Reflexive Brace – as a immediate action brace your weapon against a charge. (if weapon is a brace weapon) make AoO before charge is resolved.
Shaft and Shield – Can use spear/polearm and shield at same time.
Shielded Move – use tower shield, against one foe do not provoke AoO against them while moving.
Shield Evasion
Size Doesn’t Matter – not what you think. :) Size has no effect on intimidate.
Strength in Numbers
Tag Team Fighting – if you hit a target, your alley with feat gains a bonus to hit.
Team Initiative

Character Builds (3 ½ pages)
A few sample builds to help players make cavaliers.
Green Knight – Defensive and protector of allies build.
The Tawny Knight – Small race that is always mounted build.
The Black Knight – Damage dealing build.

It finishes with a OLG and ad. (2 pages)

Closing thoughts. I liked this book, this might be the best book in the series so far. Most of the feats can be used by most classes, but all of them are useful to the cavalier class. There was really no feats I read that I thought. I would never take that or why would I use a feat on that?
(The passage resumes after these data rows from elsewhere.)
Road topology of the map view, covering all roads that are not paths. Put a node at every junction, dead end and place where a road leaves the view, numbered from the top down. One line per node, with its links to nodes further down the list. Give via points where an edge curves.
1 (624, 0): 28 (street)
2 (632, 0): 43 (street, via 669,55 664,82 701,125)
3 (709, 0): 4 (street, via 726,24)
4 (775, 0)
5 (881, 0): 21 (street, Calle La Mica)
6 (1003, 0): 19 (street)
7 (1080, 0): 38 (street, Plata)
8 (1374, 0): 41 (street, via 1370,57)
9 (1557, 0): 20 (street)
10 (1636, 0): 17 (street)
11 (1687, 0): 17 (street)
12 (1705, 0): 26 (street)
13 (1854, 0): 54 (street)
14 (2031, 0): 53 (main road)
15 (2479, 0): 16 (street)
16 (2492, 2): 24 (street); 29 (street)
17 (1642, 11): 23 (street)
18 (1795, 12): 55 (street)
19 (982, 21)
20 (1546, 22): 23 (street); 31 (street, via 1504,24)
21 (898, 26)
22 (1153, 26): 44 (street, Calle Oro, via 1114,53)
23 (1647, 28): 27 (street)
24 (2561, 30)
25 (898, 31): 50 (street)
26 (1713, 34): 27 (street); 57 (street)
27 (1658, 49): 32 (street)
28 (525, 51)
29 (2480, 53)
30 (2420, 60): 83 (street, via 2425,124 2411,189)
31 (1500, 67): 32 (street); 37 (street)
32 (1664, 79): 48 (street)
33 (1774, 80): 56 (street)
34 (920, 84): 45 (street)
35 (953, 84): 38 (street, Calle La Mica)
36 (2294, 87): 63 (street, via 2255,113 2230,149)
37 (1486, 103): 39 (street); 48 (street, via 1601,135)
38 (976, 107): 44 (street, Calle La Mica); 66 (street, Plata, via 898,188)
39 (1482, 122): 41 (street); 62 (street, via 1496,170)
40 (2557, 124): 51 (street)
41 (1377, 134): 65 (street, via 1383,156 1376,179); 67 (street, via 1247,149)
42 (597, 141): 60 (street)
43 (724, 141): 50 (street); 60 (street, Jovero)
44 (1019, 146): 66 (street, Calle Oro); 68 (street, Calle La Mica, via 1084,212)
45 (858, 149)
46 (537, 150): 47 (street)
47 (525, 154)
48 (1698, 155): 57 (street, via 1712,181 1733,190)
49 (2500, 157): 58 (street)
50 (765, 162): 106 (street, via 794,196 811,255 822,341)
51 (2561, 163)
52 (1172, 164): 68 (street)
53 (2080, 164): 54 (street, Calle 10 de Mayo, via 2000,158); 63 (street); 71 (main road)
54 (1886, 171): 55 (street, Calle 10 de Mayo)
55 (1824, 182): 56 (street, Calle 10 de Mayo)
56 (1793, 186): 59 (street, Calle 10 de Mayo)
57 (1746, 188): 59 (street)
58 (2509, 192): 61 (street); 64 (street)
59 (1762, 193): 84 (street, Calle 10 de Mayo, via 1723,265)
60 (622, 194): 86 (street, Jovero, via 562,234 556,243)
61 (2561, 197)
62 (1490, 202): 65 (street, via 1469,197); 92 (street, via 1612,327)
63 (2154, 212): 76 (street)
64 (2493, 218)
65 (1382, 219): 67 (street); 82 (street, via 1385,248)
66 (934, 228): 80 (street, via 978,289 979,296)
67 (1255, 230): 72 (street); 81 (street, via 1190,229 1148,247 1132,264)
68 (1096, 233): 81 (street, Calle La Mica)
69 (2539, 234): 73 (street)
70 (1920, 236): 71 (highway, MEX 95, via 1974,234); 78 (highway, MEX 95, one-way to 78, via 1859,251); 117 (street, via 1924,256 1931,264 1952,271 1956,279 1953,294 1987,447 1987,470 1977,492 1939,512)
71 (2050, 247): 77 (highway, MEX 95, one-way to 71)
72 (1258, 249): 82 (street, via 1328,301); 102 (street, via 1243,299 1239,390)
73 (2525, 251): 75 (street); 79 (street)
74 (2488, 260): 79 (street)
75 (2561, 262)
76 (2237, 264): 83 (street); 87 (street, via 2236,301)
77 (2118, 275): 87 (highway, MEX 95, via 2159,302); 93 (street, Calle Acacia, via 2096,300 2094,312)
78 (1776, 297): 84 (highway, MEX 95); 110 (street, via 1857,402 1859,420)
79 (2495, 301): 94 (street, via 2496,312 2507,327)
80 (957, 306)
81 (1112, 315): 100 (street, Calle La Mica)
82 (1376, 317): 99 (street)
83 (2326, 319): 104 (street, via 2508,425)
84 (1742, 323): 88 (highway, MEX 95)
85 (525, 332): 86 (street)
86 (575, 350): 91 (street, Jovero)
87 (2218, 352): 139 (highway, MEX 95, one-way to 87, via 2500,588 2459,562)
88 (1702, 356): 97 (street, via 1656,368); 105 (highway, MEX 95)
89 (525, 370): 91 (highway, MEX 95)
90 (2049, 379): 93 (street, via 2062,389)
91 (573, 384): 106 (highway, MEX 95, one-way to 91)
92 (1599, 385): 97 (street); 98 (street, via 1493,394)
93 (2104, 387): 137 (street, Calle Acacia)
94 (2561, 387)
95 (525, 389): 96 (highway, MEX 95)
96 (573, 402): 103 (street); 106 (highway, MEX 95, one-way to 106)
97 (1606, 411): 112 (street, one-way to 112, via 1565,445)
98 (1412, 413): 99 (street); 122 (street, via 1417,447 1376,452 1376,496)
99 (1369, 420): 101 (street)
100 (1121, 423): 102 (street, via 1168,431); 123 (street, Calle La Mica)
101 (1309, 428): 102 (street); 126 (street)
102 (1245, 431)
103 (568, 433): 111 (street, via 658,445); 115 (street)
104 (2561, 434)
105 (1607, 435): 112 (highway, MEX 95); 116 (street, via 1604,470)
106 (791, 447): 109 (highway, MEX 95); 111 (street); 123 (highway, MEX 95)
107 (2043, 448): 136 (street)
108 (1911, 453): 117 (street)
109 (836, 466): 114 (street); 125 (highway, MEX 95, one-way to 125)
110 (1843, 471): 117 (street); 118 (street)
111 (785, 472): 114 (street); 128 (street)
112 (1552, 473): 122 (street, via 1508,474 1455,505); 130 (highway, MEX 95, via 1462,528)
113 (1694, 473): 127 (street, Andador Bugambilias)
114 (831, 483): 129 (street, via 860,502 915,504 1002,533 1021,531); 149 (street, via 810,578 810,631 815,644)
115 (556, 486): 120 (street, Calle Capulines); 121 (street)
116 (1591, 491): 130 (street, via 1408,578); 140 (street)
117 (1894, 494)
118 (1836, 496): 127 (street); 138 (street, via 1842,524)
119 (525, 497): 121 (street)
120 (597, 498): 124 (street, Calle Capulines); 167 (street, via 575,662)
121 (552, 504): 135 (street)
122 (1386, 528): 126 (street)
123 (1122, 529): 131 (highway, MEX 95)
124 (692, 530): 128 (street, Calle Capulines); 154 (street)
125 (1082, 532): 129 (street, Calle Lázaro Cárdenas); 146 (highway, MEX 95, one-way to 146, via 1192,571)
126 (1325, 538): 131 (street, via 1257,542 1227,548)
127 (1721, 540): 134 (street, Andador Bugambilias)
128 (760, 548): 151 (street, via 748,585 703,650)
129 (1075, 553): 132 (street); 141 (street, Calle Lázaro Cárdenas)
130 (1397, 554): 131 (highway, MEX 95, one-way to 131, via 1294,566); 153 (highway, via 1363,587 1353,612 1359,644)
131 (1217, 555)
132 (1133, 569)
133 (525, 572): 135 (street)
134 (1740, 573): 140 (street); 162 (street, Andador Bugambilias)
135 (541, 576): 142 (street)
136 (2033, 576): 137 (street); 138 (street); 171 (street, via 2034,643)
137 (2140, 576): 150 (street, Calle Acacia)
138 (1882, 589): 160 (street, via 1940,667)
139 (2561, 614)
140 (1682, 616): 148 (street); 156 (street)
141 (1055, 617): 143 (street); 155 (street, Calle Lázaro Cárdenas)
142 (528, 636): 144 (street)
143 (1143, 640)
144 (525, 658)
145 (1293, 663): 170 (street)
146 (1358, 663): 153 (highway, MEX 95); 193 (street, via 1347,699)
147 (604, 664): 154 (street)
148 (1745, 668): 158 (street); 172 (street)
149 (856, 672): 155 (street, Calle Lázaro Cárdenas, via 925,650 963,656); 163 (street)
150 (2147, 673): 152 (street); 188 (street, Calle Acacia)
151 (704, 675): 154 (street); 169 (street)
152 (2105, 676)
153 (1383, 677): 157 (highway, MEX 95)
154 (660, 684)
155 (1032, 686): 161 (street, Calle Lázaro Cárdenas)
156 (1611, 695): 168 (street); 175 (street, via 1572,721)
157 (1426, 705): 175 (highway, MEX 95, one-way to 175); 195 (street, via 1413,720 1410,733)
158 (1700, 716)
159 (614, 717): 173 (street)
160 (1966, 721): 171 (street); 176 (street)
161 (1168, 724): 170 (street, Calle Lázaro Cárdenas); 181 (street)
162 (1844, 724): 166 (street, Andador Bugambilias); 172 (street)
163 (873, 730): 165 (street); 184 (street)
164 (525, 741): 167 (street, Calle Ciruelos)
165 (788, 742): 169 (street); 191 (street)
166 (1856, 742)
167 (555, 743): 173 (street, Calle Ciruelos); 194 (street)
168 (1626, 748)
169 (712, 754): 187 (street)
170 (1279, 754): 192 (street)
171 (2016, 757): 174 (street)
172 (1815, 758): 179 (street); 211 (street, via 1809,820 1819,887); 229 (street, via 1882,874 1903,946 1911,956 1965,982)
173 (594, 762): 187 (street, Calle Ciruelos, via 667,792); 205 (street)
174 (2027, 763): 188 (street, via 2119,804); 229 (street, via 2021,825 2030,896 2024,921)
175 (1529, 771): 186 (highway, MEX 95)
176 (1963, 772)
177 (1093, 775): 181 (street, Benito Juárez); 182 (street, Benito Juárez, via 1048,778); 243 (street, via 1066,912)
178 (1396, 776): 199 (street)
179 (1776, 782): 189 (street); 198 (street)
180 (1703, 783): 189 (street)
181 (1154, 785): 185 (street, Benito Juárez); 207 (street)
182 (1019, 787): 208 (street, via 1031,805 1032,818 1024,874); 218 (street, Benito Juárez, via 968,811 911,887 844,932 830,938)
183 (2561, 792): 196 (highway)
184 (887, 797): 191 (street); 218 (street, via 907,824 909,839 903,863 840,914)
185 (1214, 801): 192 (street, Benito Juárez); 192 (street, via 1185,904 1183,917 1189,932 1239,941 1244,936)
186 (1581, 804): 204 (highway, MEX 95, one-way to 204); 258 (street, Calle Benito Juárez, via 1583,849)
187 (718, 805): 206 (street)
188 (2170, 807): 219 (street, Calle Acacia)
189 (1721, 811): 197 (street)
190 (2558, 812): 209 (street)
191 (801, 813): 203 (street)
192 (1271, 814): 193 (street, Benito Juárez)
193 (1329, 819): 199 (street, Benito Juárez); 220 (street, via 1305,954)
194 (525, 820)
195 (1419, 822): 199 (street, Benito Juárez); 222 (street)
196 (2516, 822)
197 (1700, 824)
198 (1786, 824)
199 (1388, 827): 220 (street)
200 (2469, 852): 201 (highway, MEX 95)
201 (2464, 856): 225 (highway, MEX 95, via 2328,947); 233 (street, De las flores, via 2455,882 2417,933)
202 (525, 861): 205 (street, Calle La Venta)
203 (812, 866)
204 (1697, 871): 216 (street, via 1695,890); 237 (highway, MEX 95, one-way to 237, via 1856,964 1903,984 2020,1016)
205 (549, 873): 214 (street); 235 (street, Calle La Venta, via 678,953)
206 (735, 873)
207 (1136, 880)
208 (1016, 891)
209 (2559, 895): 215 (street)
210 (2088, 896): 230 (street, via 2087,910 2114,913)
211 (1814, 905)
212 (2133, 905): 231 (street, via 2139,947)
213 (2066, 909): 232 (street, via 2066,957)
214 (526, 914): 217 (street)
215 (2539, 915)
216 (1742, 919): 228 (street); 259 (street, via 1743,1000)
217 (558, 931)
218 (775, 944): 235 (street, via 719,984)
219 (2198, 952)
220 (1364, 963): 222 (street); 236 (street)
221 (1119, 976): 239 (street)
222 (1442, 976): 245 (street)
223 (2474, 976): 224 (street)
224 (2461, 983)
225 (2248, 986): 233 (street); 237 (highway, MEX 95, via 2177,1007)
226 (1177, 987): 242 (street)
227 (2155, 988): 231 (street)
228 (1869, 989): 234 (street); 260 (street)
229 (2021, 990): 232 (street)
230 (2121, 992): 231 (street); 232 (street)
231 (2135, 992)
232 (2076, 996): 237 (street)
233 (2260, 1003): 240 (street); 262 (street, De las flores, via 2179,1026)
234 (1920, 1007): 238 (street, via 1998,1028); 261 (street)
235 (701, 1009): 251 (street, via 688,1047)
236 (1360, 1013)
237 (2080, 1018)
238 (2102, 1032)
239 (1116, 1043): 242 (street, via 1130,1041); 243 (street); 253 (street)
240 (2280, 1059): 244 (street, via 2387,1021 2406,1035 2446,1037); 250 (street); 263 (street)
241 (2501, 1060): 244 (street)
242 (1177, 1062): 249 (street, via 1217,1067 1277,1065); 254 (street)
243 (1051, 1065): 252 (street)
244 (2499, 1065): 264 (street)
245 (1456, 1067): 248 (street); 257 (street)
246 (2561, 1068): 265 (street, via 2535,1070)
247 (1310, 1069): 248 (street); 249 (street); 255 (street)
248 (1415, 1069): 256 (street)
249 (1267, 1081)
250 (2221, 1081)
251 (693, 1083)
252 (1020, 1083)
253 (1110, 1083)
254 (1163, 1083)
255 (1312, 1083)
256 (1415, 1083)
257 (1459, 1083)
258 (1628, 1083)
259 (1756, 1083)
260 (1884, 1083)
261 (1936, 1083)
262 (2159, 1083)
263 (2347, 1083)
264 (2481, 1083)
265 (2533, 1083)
There wasn't really any feats I felt would become must have feats either, though a few of the teamwork feats I see being very popular.

The layout, editing, was very good and it is a very pretty book. There is really no artwork hardly other than the cover and one section of shields. Though the borders are very pretty and not to bad on a printer. There is several side bars where the author talks about why he did what he did and all the feats have comments on why they was done etc. It was not really needed but interesting to read. Being unable to really find a flaw with the product I am giving this a 5 star review. This product would be useful to many classes and pretty much any melee combat class and very useful to cavalier players.


A Worthy Supplement

*****

In the interest of fairness, I must begin by disclosing that I received my copy of Cavalier’s Creed free, for reviewing purposes. However, now that I have read it over, I am hanging onto it with all my strength. They will get it back when they pry it from my cold, dead, hands! Why am I so attached to it? Let me tell you…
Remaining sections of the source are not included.